# How do you solve ln x - 4 ln 3 = ln (5 / x)?

Aug 13, 2015

$\textcolor{red}{x = 9 \sqrt{5}}$

#### Explanation:

$\ln x - 4 \ln 3 = \ln \left(\frac{5}{x}\right)$

Recall that $a \ln b = \ln \left({a}^{b}\right)$, so

$\ln x - \ln {3}^{4} = \ln \left(\frac{5}{x}\right)$

Recall that $\ln a - \ln b = \ln \left(\frac{a}{b}\right)$, so

$\ln \left(\frac{x}{3} ^ 4\right) = \ln \left(\frac{5}{x}\right)$

Convert the logarithmic equation to an exponential equation.
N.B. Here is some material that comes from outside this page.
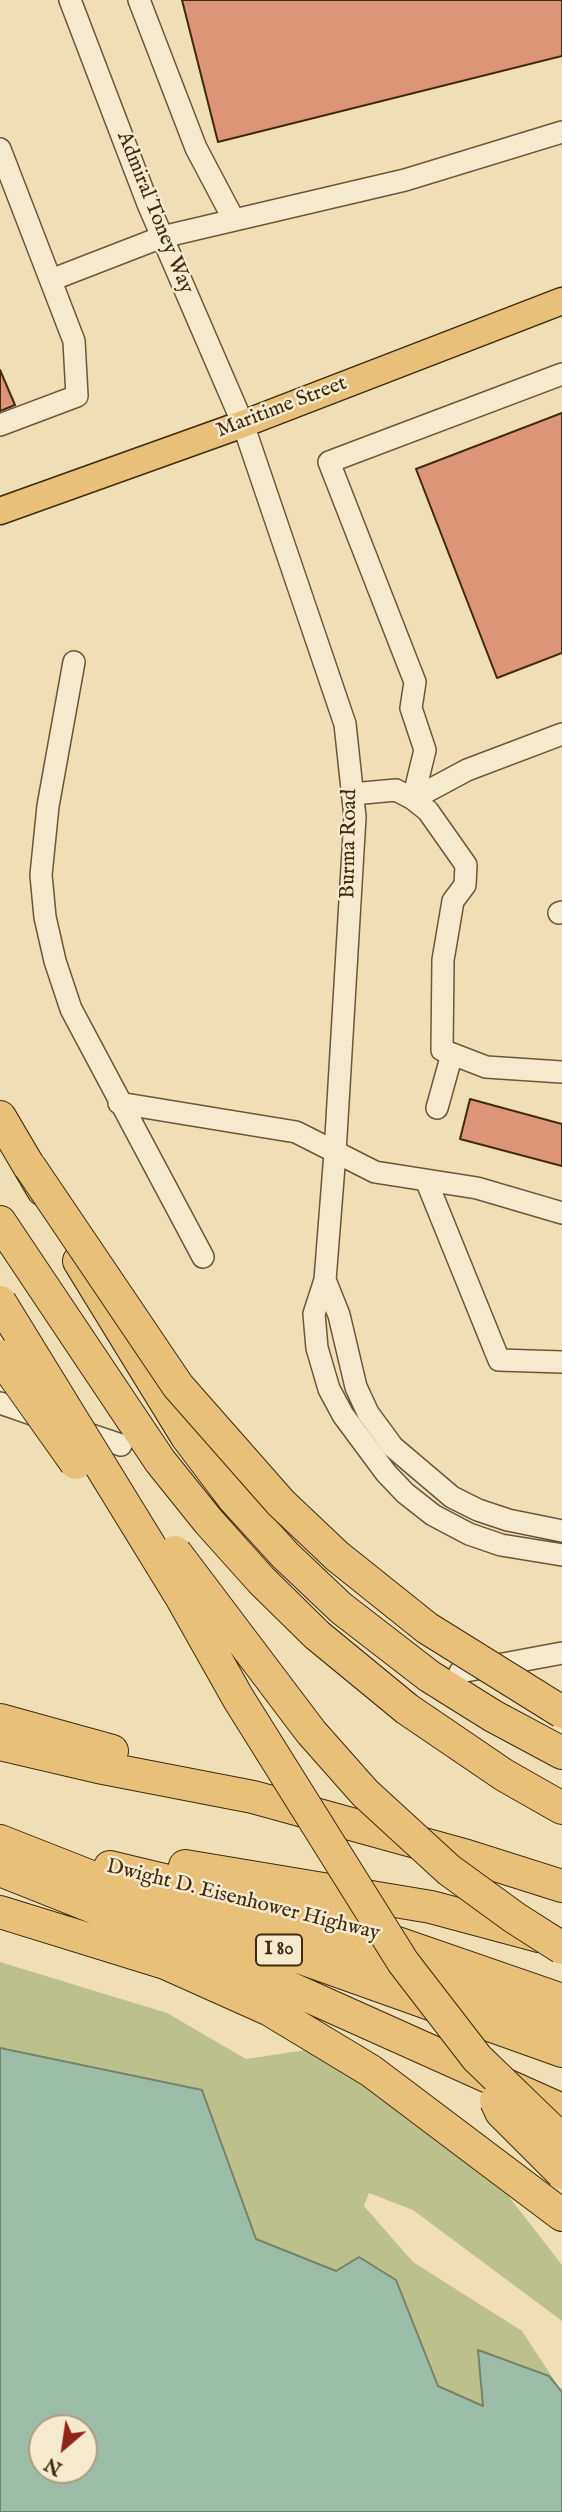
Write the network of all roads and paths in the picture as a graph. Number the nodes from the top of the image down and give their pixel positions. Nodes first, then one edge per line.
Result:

${e}^{\ln} \left(\frac{x}{3} ^ 4\right) = {e}^{\ln} \left(\frac{5}{x}\right)$

Remember that ${e}^{\ln} x = x$, so

$\frac{x}{3} ^ 4 = \frac{5}{x}$

x^2=5×3^4

x=±sqrt(5×3^4) =±sqrt5×sqrt(3^4)=±sqrt5×3^2

$x = 9 \sqrt{5}$ and $x = - 9 \sqrt{5}$ are possible solutions.

Check:

$\ln x - 4 \ln 3 = \ln \left(\frac{5}{x}\right)$

If $x = 9 \sqrt{5}$,

$\ln \left(9 \sqrt{5}\right) - 4 \ln 3 = \ln \left(\frac{5}{9 \sqrt{5}}\right)$

$\ln 9 + \ln \sqrt{5} - \ln {3}^{4} = \ln 5 - \ln \left(9 \sqrt{5}\right)$

$\ln 9 + \ln \sqrt{5} - \ln {\left({3}^{2}\right)}^{2} = \ln {\left(\sqrt{5}\right)}^{2} - \ln 9 - \ln \sqrt{5}$

$\ln 9 + \ln \sqrt{5} - 2 \ln 9 = 2 \ln \sqrt{5} - \ln 9 - \ln \sqrt{5}$

$\ln \sqrt{5} - \ln 9 = \ln \sqrt{5} - \ln 9$

$x = 9 \sqrt{5}$ is a solution.

If $x = - 9 \sqrt{5}$,

$\ln \left(- 9 \sqrt{5}\right) - 4 \ln 3 = \ln \left(\frac{5}{- 9 \sqrt{5}}\right) = \ln 5 - \ln \left(- 9 \sqrt{5}\right)$

But $\ln \left(- 9 \sqrt{5}\right)$ is not defined.

$x = - 9 \sqrt{5}$ is not a solution.